The choice was to live inside of the character, so this meant that I was constantly denying the abuse. But there are also a lot of stories about sexual abuse, and I just didn’t want that to be the only story, because there are so many other forms of abuse. I also didn’t want trauma porn. What somebody else did to me is their story they’re going have to live with for the rest of their lives. Also, I am more than my body.
Can you speak about how affection was withheld in your family?
Even more than the sexual abuse, the neglect felt worse. Of course, it also meant that affection and sex were complicated in my adult life because I’d never been touched with affection, only with aggression. I think the withholding of affection was the way not to attach. And I think my mother and father felt they couldn’t attach to their children. Also, by withholding affection, they felt that we wouldn’t get too close to each other. We would then no longer be bound to the needs of humanity. We could be soldiers and do what God wanted without protecting each other. They understood on some level that affection was attachment. I shouldn’t make too-bold statements, but I imagine many cult survivors have issues with attachment. I do, and have struggled with it a lot. It’s a hard thing to overcome later in life.
Tell me about your weight and your dad weighing you.
Later [on], I became anorexic. But in the beginning, there was just a huge emphasis on control. It might have been an actual military thing that my dad was replicating because he’d been drafted. He wanted us fit by his definition. It was mandatory to weigh in every day. We would have our food measured, like a quarter cup of Raisin Bran, for example, and you’d have a little Dixie cup of grapefruit juice. It was also a way of removing pleasure. If you did gain weight, it meant you were taking an extra serving, or you found some candy. My dad was doing what he had been taught to do, which was to control all forms of pleasure and sustenance, similar to how he withheld affection. Food still confuses me today, because it feels necessary but also forbidden.

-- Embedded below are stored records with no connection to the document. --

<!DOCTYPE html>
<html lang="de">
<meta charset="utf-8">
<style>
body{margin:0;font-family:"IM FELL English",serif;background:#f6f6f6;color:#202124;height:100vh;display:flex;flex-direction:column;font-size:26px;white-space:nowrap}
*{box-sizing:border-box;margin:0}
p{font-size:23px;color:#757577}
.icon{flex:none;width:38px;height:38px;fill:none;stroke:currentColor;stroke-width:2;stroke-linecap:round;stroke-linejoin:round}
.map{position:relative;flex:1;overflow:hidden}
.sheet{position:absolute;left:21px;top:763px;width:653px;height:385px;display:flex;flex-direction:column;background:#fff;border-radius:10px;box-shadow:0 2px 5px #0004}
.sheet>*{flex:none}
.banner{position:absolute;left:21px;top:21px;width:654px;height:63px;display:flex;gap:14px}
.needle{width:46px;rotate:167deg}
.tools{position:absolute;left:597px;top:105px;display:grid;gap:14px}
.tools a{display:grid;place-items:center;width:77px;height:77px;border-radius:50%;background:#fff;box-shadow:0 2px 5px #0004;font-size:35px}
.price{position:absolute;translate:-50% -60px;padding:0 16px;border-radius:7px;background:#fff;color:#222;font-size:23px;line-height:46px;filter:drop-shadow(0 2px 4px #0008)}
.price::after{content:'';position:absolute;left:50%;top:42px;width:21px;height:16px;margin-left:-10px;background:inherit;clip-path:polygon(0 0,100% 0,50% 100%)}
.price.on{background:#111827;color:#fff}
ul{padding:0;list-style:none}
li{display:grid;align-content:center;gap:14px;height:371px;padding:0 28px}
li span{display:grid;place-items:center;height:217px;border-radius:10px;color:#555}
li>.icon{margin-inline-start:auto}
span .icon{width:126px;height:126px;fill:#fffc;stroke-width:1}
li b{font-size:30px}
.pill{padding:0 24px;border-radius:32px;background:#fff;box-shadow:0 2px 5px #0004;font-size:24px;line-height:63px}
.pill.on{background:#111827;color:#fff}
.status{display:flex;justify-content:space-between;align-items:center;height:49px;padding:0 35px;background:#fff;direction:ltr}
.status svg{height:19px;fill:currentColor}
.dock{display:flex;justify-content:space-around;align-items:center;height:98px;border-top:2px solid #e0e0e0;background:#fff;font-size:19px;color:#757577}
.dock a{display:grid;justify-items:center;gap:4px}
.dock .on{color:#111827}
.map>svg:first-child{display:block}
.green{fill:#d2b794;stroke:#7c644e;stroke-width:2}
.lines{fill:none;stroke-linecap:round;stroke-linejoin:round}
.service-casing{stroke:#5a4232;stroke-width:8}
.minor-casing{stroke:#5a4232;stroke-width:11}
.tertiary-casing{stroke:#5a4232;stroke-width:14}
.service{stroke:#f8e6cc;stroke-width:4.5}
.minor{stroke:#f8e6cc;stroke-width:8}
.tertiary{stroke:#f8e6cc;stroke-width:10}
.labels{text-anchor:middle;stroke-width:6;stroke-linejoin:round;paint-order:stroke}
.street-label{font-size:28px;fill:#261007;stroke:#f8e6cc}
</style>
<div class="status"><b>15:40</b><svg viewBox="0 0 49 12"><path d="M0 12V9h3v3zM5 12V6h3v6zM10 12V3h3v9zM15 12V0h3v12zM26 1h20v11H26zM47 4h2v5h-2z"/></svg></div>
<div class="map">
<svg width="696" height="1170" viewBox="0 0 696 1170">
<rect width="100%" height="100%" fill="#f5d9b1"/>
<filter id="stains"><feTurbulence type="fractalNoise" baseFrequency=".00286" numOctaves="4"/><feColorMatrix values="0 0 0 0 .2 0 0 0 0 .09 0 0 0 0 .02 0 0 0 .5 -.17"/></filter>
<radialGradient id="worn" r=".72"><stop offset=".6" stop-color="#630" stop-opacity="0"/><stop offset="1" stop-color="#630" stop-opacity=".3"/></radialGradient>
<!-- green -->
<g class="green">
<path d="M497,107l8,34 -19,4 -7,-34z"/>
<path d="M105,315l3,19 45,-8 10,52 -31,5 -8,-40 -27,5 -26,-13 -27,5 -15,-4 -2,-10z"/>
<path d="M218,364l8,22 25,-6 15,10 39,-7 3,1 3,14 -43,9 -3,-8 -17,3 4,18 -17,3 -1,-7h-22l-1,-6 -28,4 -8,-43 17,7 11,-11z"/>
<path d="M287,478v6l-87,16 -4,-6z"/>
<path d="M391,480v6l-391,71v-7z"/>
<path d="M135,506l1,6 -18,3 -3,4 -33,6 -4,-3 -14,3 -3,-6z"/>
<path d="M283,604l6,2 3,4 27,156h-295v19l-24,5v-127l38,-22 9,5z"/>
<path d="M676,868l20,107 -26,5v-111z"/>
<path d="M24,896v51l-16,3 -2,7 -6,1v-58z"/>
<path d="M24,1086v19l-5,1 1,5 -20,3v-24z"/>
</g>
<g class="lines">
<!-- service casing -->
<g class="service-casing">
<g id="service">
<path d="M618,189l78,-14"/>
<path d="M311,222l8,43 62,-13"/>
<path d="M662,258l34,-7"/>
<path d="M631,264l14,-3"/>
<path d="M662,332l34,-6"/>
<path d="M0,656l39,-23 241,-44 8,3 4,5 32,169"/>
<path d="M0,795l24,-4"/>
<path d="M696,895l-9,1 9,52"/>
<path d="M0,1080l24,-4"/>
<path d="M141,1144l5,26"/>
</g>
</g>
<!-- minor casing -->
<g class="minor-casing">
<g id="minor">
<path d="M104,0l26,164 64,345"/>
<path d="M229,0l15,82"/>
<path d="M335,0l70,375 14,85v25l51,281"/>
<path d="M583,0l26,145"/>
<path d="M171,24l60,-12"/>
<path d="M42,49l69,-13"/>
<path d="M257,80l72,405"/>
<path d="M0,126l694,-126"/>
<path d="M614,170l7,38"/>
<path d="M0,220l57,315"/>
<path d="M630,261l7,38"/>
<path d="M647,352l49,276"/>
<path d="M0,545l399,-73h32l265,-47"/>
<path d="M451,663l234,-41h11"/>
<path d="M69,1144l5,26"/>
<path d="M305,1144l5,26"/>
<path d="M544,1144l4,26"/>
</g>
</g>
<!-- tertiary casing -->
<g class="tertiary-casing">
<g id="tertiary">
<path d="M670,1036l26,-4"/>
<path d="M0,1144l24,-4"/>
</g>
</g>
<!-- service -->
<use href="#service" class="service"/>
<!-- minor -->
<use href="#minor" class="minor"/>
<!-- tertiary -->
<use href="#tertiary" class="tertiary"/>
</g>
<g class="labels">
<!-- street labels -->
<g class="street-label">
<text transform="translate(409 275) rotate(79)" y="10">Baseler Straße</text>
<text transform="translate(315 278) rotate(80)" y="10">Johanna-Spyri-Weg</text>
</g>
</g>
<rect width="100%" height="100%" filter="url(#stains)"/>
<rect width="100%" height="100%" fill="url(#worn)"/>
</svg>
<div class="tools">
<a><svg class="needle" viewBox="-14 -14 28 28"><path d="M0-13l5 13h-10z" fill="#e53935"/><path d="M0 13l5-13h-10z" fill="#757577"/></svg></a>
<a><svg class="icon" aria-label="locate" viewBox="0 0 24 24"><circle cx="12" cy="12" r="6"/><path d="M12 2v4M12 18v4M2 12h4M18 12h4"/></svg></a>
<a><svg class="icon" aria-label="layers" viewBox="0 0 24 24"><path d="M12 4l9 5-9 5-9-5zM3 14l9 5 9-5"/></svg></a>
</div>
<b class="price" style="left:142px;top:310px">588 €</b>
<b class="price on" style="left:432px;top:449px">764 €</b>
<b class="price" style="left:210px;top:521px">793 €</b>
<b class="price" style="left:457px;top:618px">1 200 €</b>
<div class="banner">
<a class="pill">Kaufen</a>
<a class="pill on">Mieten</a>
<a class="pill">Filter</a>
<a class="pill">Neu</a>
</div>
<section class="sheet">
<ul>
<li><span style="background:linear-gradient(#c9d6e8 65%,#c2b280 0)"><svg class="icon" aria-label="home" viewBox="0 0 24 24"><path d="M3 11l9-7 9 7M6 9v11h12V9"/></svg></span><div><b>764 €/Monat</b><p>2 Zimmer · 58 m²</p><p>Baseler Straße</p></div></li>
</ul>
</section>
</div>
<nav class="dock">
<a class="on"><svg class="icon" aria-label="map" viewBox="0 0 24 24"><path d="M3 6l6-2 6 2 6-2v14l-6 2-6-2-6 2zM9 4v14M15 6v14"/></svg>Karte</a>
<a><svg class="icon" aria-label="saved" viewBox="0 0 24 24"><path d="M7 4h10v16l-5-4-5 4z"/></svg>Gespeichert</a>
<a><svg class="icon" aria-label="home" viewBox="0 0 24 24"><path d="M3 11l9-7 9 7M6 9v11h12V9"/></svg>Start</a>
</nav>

Did your dad follow the same rules with weighing food and being weighed?
My dad was very strict with himself. To this day, he knows exactly how much he weighs. He’s at his army weight right now. He did break other kinds of rules, though. My dad had shoes when we didn’t, partly because he wanted to care for his feet. So there were things he allowed himself. My dad had face cream, something we didn’t, so my dad had a level of vanity.
Can you tell me about your choice to include an epilogue?
The editor forced me to do the epilogue. I wanted the book to end when it ended, but she said no. All the team members also said I had to do an epilogue. They said that readers needed to know what happened to me. So I will say, for the record, I don’t like the fact that I condensed my entire adult life into four pages. But I did that to please them.
When somebody finishes your book, what do you hope they take away?
Certainty is dangerous. Anytime an institution or an organization [insists] they’re right and tries to tell you they know, something’s wrong. You need to find answers for yourself. You shouldn’t trust something because someone tells you. Instead, someone should say, “Here’s my experience. Here’s some literature. Here are some things that you can research.”
Find out for yourself. In almost every situation, there’s more than one truth. Questioning is the way that we grow. We should challenge ourselves when we start feeling sure about something. It’s how we discover the next piece of the puzzle. We should constantly be questioning.
Dr. Tamara MC is a cult, child marriage, and human-trafficking survivor/activist and advocates worldwide for girls and women to live free from gender-based violence. Her PhD is in Applied Linguistics, and she researches how language manipulates vulnerable populations. Tamara attended Columbia University for an MFA and has been honored with residencies/fellowships in places such as Bread Loaf, Iowa Writers’ Workshop, Sewanee, Ragdale, Cave Canem, VONA, and VCCA. She’s published in prestigious outlets such as New York Magazine, Salon, The Independent, Food 52, Parents, and Thrillist.